Ce livre est un « roman vrai » et raconte l’histoire de Martin Almada, rencontré en mai 2010 lors d’une mission au Paraguay pour l’ONG Graines d’énergies par un journaliste français d’alors 25 ans formé à Londres. Martin jouait pieds nus à 6 ans dans la boue avec les petits indiens Chamacoco de Puerto Sastre. Il aimait l’école et apprendre, vendant les beignets de sa grand-mère aux lycéens avant d’écouter les cours sous leurs fenêtres puis de réussir des études. Il deviendra le premier docteur (en sciences de l’éducation) du Paraguay, formé à l’université nationale de La Plata en Argentine à 37 ans. Mais il reste du peuple, axé vers la pédagogie, seul moyen de sortir de l’esclavage moderne des patrons et des militaires.
Ce sera son chemin de croix. Contestataire marxiste version Fidel Castro, qu’il rencontrera tard dans sa vie, il éduque ses enfants et ses élèves à l’esprit critique dans le meilleur des Lumières. Il fonde une école, l’institut Juan Baustista Alberdi à San Lorenzo, dont la pédagogie conduit la plupart de ses élèves au bac. Il poursuit ses études de droit et devient avocat en 1968, à 31 ans. Mais il évite le dictateur Alfredo Stroessner, omniprésent président depuis 1954 de ce petit Etat enclavé du Paraguay, et le titre de sa thèse sur l’éducation dans son pays le fera soupçonner de « communisme ». Or on ne badine pas avec cette peste rouge depuis l’arrivée au pouvoir sans aide extérieure de Castro à Cuba. Les Etats-Unis mettent en place en 1975 un cordon sanitaire idéologique, financier et militaire pour contenir la gangrène. C’est l’opération Condor qui vise, sous l’égide de la CIA, à coordonner les renseignements de six Etats latino-américains dictatoriaux : Argentine, Bolivie, Brésil, Chili, Paraguay et Uruguay.

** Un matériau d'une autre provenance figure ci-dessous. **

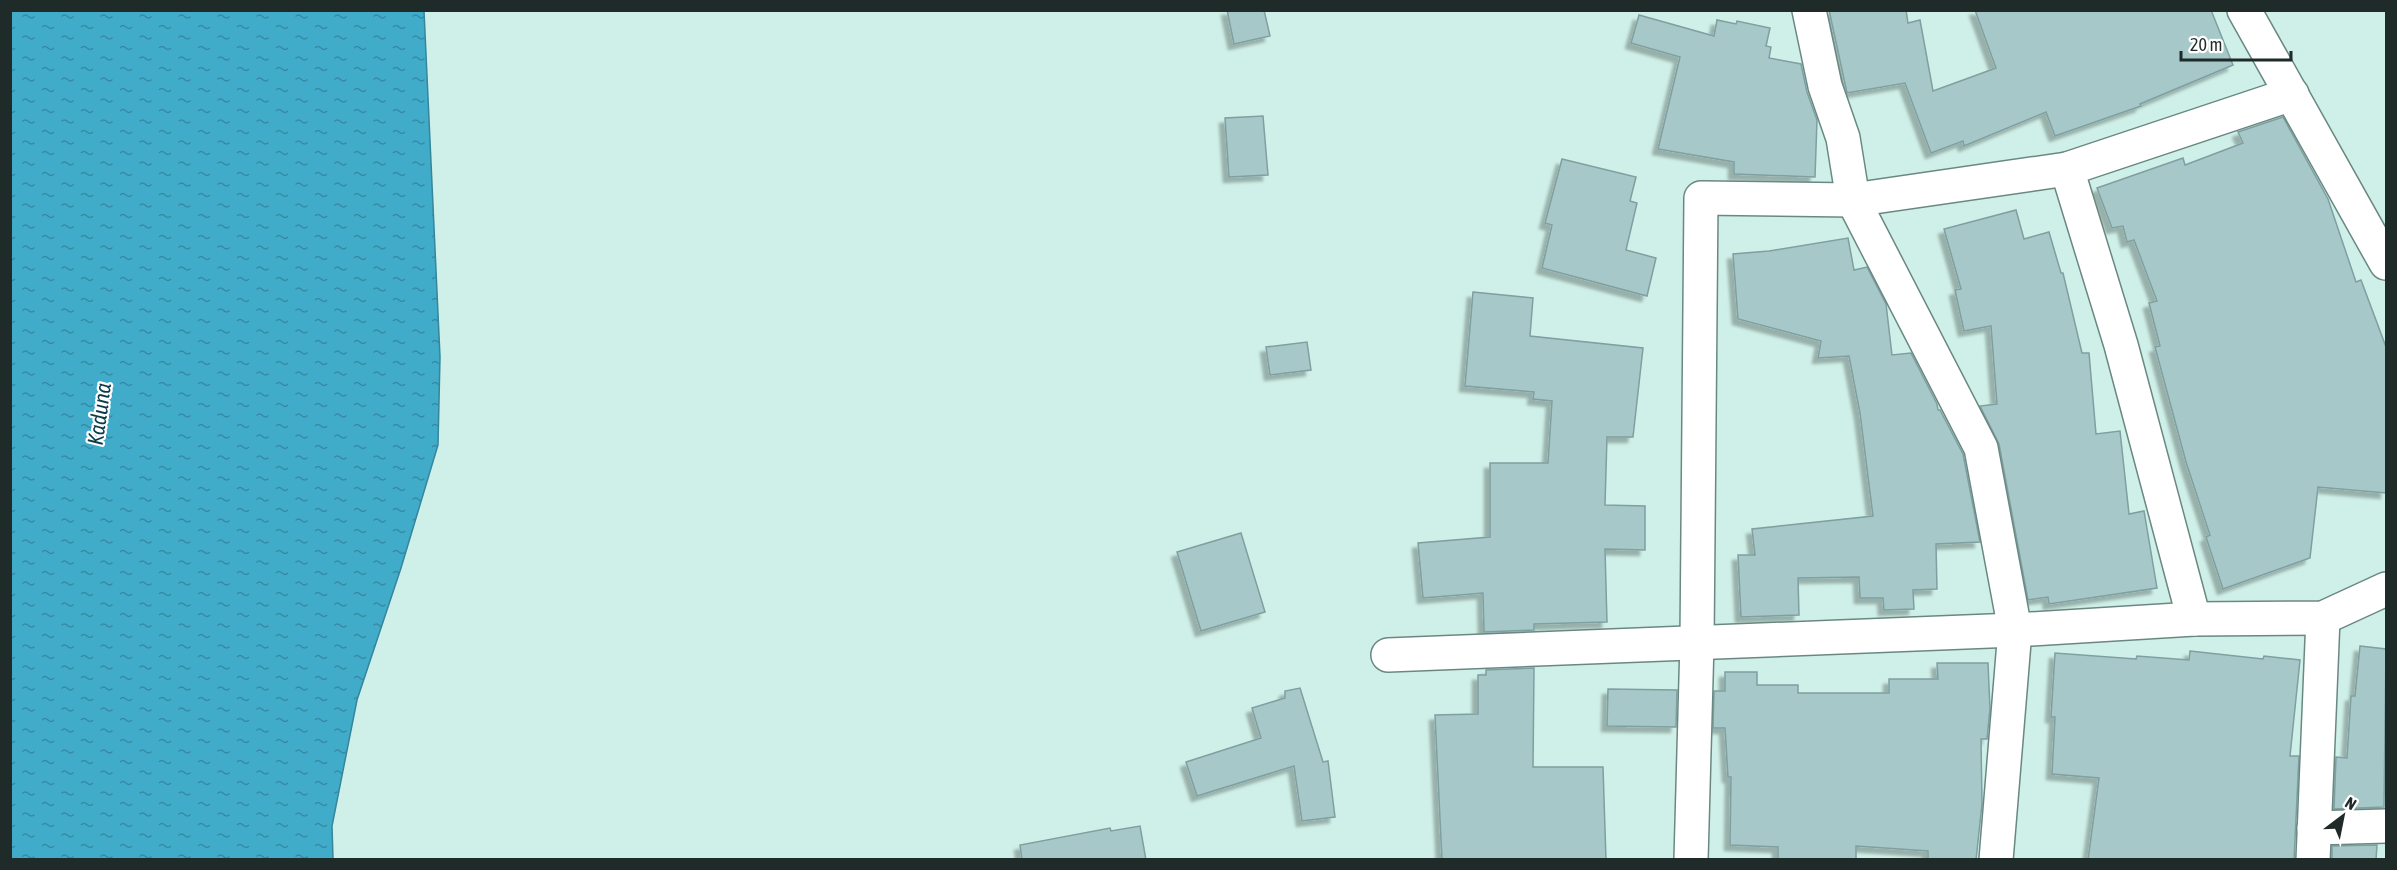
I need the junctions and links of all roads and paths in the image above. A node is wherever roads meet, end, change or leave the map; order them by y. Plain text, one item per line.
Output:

Alfredo Stroessner a utilisé Condor à des fins de politique intérieure pour faire arrêter et torturer ses opposants. Le dictateur a été élu et réélu sans qu’aucun citoyen ni aucun intellectuel ne s’en émeuve vraiment, sauf ceux de l’extérieur qui voulaient imiter Che Guevara. Seul ou presque, Martin Almada a fait front.
Ce roman se lit très bien. Martin Almada sera arrêté, torturé un mois puis détenu trois ans dans les prisons et les camps de Stroessner avant d’être libéré en 1977 sur pression d’Amnesty International et alors que le monde change. Le Mur communiste va bientôt tomber en révélant la face sombre du communisme : une « vérité » révélée qui ne supporte pas qu’on la contre. Martin s’établira au Panama puis en France à Paname, où il travaillera pour l’UNESCO. Lorsqu’il pourra revenir au Paraguay, une fois le dictateur renversé, ce sera pour découvrir en 1992 cinq tonnes d’archives de la terreur, enterrées sous un bunker de la dictature, et les révéler au public.
Le concept de Condor a toujours obsédé Martin Almada et l’a poussé à en savoir plus, à recouper les informations de la revue de la police, à interroger des témoins ou à recueillir des confidences. Pour son combat pour les libertés, il reçoit en 2002 le prix Nobel altermondialiste, le Right Livelihood Award fondé en 1980 pour récompenser ceux qui trouvent des solutions concrètes aux défis écologiques, d’éducation et de justice dans notre monde.
Au total, une évocation captivante qui romance la geste peu connue de Martin Almada, humble demi indien du Paraguay, sur les années sombres de la lutte anticommuniste durant la guerre froide.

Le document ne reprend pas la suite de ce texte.